:: Data listing ::

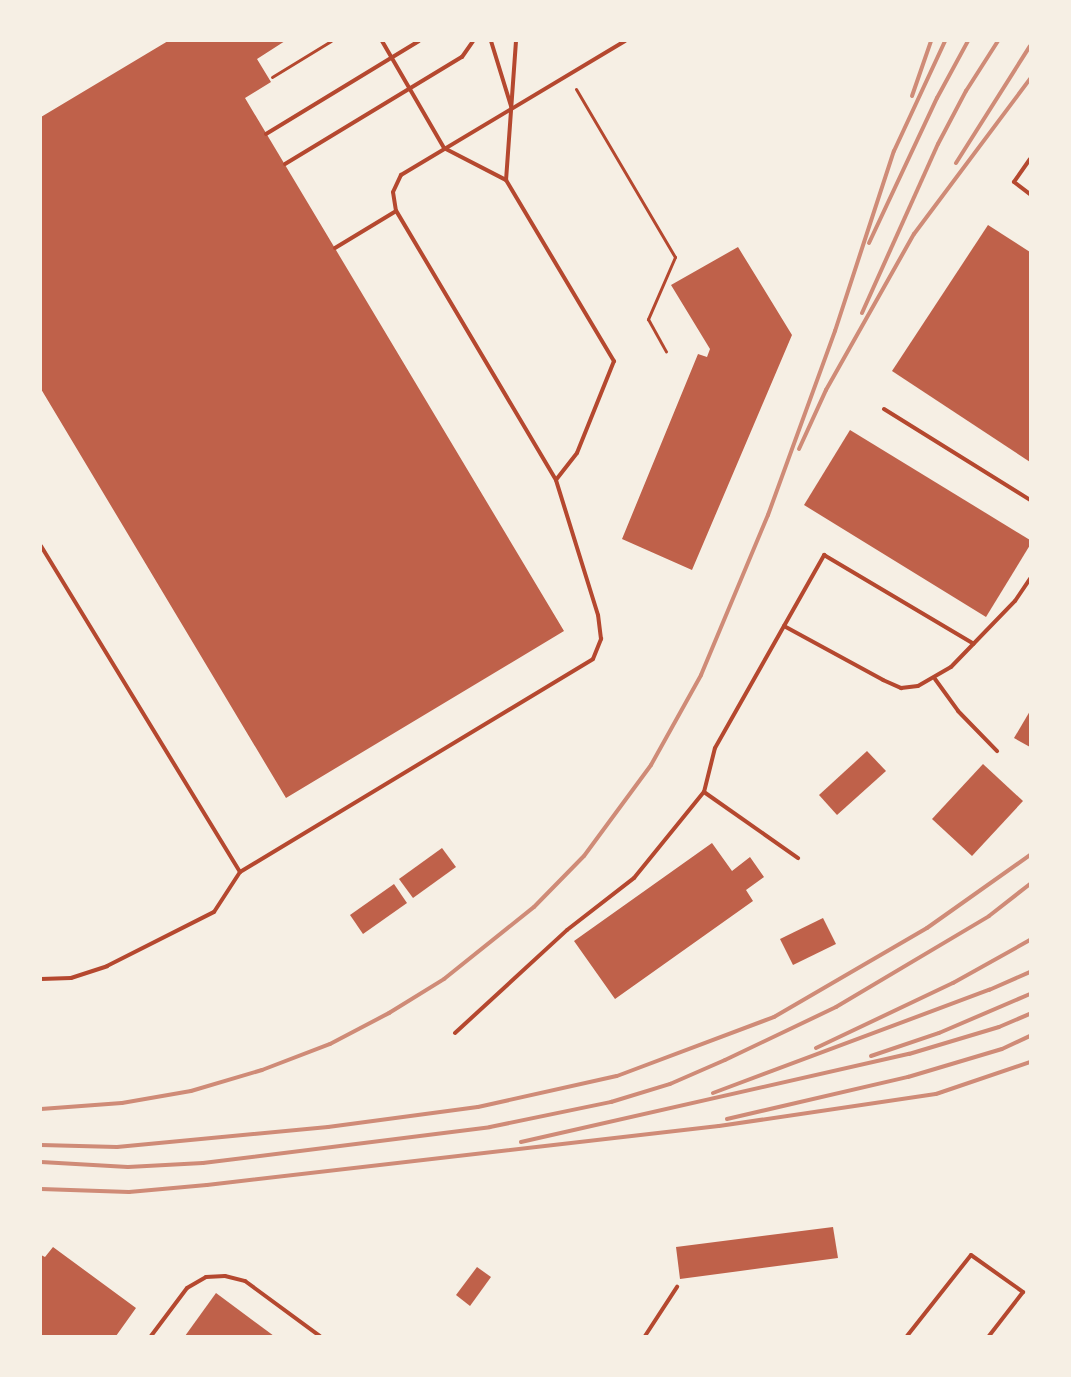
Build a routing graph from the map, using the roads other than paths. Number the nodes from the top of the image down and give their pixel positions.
1 (382, 41) edge
2 (419, 41) edge
3 (473, 41) edge
4 (492, 41) edge
5 (516, 41) edge
6 (625, 41) edge
7 (392, 58) junction
8 (410, 89) junction
9 (511, 108) junction
10 (266, 134) dead end
11 (444, 148) junction
12 (1030, 159) edge
13 (285, 164) dead end
14 (506, 180) junction
15 (1030, 194) edge
16 (396, 210) junction
17 (335, 248) dead end
18 (884, 408) dead end
19 (556, 480) junction
20 (1030, 500) edge
21 (41, 546) edge
22 (1030, 580) edge
23 (784, 626) junction
24 (974, 644) junction
25 (935, 679) junction
26 (997, 751) dead end
27 (704, 792) junction
28 (798, 858) dead end
29 (240, 872) junction
30 (41, 979) edge
31 (455, 1034) dead end
32 (677, 1287) dead end
33 (151, 1336) edge
34 (320, 1336) edge
35 (644, 1336) edge
36 (908, 1336) edge
37 (989, 1336) edge

1 - 7 lane
2 - 7 lane
3 - 8 lane
4 - 9 lane
5 - 9 lane
6 - 9 lane
7 - 8 lane
7 - 10 lane
8 - 11 lane
8 - 13 lane
9 - 11 lane
9 - 14 lane
11 - 14 lane
11 - 16 lane
12 - 15 lane
14 - 19 lane
16 - 17 lane
16 - 19 lane
18 - 20 lane
19 - 29 lane
21 - 29 lane
22 - 24 lane
23 - 24 lane
23 - 25 lane
23 - 27 lane
24 - 25 lane
25 - 26 lane
27 - 28 lane
27 - 31 lane
29 - 30 lane
32 - 35 lane
33 - 34 lane
36 - 37 lane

:::

Your objective.
Filter the records above and return every line that holds the word "dead".

Solution below.
10 (266, 134) dead end
13 (285, 164) dead end
17 (335, 248) dead end
18 (884, 408) dead end
26 (997, 751) dead end
28 (798, 858) dead end
31 (455, 1034) dead end
32 (677, 1287) dead end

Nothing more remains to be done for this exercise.